• _ACTIVITY_: What you return should match the records below exactly.

• _EXERCISE MATERIALS_:
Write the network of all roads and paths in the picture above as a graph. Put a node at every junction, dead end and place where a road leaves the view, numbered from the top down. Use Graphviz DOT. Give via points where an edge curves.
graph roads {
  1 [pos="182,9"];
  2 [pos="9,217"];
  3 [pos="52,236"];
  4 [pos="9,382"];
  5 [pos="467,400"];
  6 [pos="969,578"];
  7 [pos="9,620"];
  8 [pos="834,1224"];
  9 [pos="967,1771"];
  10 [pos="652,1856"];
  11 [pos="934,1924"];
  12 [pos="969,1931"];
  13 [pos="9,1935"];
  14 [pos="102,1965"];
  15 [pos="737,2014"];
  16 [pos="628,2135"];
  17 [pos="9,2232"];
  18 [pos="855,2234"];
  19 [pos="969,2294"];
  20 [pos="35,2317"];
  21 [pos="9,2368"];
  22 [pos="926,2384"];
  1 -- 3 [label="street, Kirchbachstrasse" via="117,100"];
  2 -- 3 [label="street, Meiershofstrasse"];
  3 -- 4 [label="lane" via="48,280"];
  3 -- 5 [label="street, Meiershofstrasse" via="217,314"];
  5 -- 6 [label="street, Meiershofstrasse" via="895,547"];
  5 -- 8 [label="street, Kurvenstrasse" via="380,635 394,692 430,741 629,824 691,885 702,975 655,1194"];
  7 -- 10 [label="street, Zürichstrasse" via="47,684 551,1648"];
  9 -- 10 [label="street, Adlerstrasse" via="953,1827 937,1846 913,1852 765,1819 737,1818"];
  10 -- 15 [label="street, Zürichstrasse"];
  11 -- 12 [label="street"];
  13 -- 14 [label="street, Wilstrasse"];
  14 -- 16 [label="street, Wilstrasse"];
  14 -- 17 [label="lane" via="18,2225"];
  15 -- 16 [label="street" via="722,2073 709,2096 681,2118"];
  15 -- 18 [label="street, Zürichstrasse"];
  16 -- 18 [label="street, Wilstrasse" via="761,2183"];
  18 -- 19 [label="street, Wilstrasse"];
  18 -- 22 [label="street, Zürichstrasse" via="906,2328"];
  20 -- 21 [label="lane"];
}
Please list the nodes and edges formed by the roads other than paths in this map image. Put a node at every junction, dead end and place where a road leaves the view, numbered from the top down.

• _TASK RESPONSE_:
Write the network of all roads and paths in the picture above as a graph. Put a node at every junction, dead end and place where a road leaves the view, numbered from the top down. Use Graphviz DOT. Give via points where an edge curves.
graph roads {
  1 [pos="182,9"];
  2 [pos="9,217"];
  3 [pos="52,236"];
  4 [pos="9,382"];
  5 [pos="467,400"];
  6 [pos="969,578"];
  7 [pos="9,620"];
  8 [pos="834,1224"];
  9 [pos="967,1771"];
  10 [pos="652,1856"];
  11 [pos="934,1924"];
  12 [pos="969,1931"];
  13 [pos="9,1935"];
  14 [pos="102,1965"];
  15 [pos="737,2014"];
  16 [pos="628,2135"];
  17 [pos="9,2232"];
  18 [pos="855,2234"];
  19 [pos="969,2294"];
  20 [pos="35,2317"];
  21 [pos="9,2368"];
  22 [pos="926,2384"];
  1 -- 3 [label="street, Kirchbachstrasse" via="117,100"];
  2 -- 3 [label="street, Meiershofstrasse"];
  3 -- 4 [label="lane" via="48,280"];
  3 -- 5 [label="street, Meiershofstrasse" via="217,314"];
  5 -- 6 [label="street, Meiershofstrasse" via="895,547"];
  5 -- 8 [label="street, Kurvenstrasse" via="380,635 394,692 430,741 629,824 691,885 702,975 655,1194"];
  7 -- 10 [label="street, Zürichstrasse" via="47,684 551,1648"];
  9 -- 10 [label="street, Adlerstrasse" via="953,1827 937,1846 913,1852 765,1819 737,1818"];
  10 -- 15 [label="street, Zürichstrasse"];
  11 -- 12 [label="street"];
  13 -- 14 [label="street, Wilstrasse"];
  14 -- 16 [label="street, Wilstrasse"];
  14 -- 17 [label="lane" via="18,2225"];
  15 -- 16 [label="street" via="722,2073 709,2096 681,2118"];
  15 -- 18 [label="street, Zürichstrasse"];
  16 -- 18 [label="street, Wilstrasse" via="761,2183"];
  18 -- 19 [label="street, Wilstrasse"];
  18 -- 22 [label="street, Zürichstrasse" via="906,2328"];
  20 -- 21 [label="lane"];
}
Please list the nodes and edges formed by the roads other than paths in this map image. Put a node at every junction, dead end and place where a road leaves the view, numbered from the top down.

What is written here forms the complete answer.